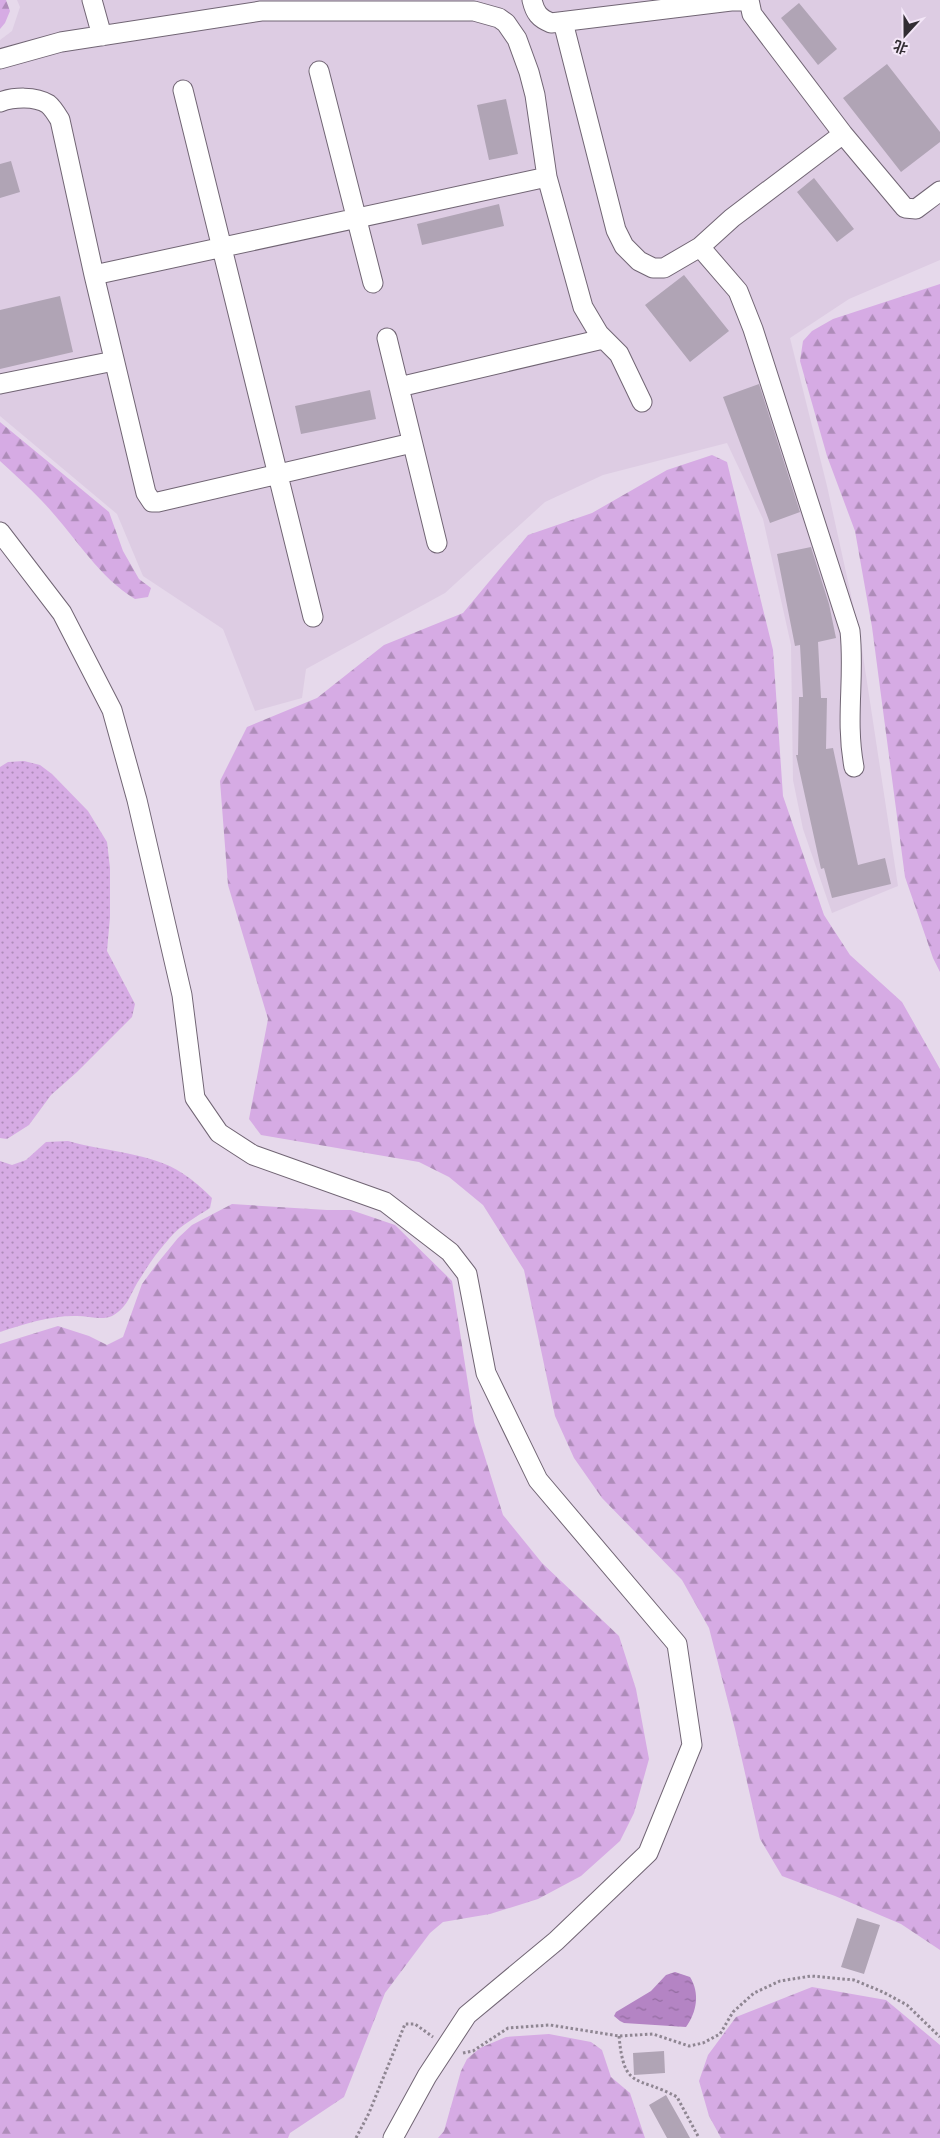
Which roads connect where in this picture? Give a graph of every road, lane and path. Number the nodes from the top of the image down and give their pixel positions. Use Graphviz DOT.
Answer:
graph roads {
  1 [pos="92,0"];
  2 [pos="532,0"];
  3 [pos="748,1"];
  4 [pos="563,22"];
  5 [pos="102,36"];
  6 [pos="0,59"];
  7 [pos="319,71"];
  8 [pos="183,90"];
  9 [pos="0,102"];
  10 [pos="843,134"];
  11 [pos="547,177"];
  12 [pos="940,191"];
  13 [pos="356,218"];
  14 [pos="222,247"];
  15 [pos="700,247"];
  16 [pos="94,275"];
  17 [pos="373,283"];
  18 [pos="386,338"];
  19 [pos="604,339"];
  20 [pos="114,360"];
  21 [pos="0,384"];
  22 [pos="399,387"];
  23 [pos="642,402"];
  24 [pos="412,443"];
  25 [pos="278,474"];
  26 [pos="0,532"];
  27 [pos="437,543"];
  28 [pos="313,617"];
  29 [pos="854,767"];
  30 [pos="940,2037"];
  31 [pos="393,2138"];
  32 [pos="699,2138"];
  1 -- 5 [label="street"];
  2 -- 4 [label="street"];
  3 -- 4 [label="street"];
  3 -- 10 [label="street"];
  4 -- 15 [label="street"];
  5 -- 6 [label="street"];
  5 -- 11 [label="street"];
  7 -- 13 [label="street"];
  8 -- 14 [label="street"];
  9 -- 16 [label="street"];
  10 -- 12 [label="street"];
  10 -- 15 [label="street"];
  11 -- 13 [label="street"];
  11 -- 19 [label="street"];
  13 -- 14 [label="street"];
  13 -- 17 [label="street"];
  14 -- 16 [label="street"];
  14 -- 25 [label="street"];
  15 -- 29 [label="street"];
  16 -- 20 [label="street"];
  18 -- 22 [label="street"];
  19 -- 22 [label="street"];
  19 -- 23 [label="street"];
  20 -- 21 [label="street"];
  20 -- 25 [label="street"];
  22 -- 24 [label="street"];
  24 -- 25 [label="street"];
  24 -- 27 [label="street"];
  25 -- 28 [label="street"];
  26 -- 31 [label="street"];
  30 -- 32 [label="path"];
}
***
= TASK OBJECTIVE =
Leave out the pictures and transcribe the entries above exactly.

= SOLUTION TO THIS PROBLEM =
Which roads connect where in this picture? Give a graph of every road, lane and path. Number the nodes from the top of the image down and give their pixel positions. Use Graphviz DOT.
Answer:
graph roads {
  1 [pos="92,0"];
  2 [pos="532,0"];
  3 [pos="748,1"];
  4 [pos="563,22"];
  5 [pos="102,36"];
  6 [pos="0,59"];
  7 [pos="319,71"];
  8 [pos="183,90"];
  9 [pos="0,102"];
  10 [pos="843,134"];
  11 [pos="547,177"];
  12 [pos="940,191"];
  13 [pos="356,218"];
  14 [pos="222,247"];
  15 [pos="700,247"];
  16 [pos="94,275"];
  17 [pos="373,283"];
  18 [pos="386,338"];
  19 [pos="604,339"];
  20 [pos="114,360"];
  21 [pos="0,384"];
  22 [pos="399,387"];
  23 [pos="642,402"];
  24 [pos="412,443"];
  25 [pos="278,474"];
  26 [pos="0,532"];
  27 [pos="437,543"];
  28 [pos="313,617"];
  29 [pos="854,767"];
  30 [pos="940,2037"];
  31 [pos="393,2138"];
  32 [pos="699,2138"];
  1 -- 5 [label="street"];
  2 -- 4 [label="street"];
  3 -- 4 [label="street"];
  3 -- 10 [label="street"];
  4 -- 15 [label="street"];
  5 -- 6 [label="street"];
  5 -- 11 [label="street"];
  7 -- 13 [label="street"];
  8 -- 14 [label="street"];
  9 -- 16 [label="street"];
  10 -- 12 [label="street"];
  10 -- 15 [label="street"];
  11 -- 13 [label="street"];
  11 -- 19 [label="street"];
  13 -- 14 [label="street"];
  13 -- 17 [label="street"];
  14 -- 16 [label="street"];
  14 -- 25 [label="street"];
  15 -- 29 [label="street"];
  16 -- 20 [label="street"];
  18 -- 22 [label="street"];
  19 -- 22 [label="street"];
  19 -- 23 [label="street"];
  20 -- 21 [label="street"];
  20 -- 25 [label="street"];
  22 -- 24 [label="street"];
  24 -- 25 [label="street"];
  24 -- 27 [label="street"];
  25 -- 28 [label="street"];
  26 -- 31 [label="street"];
  30 -- 32 [label="path"];
}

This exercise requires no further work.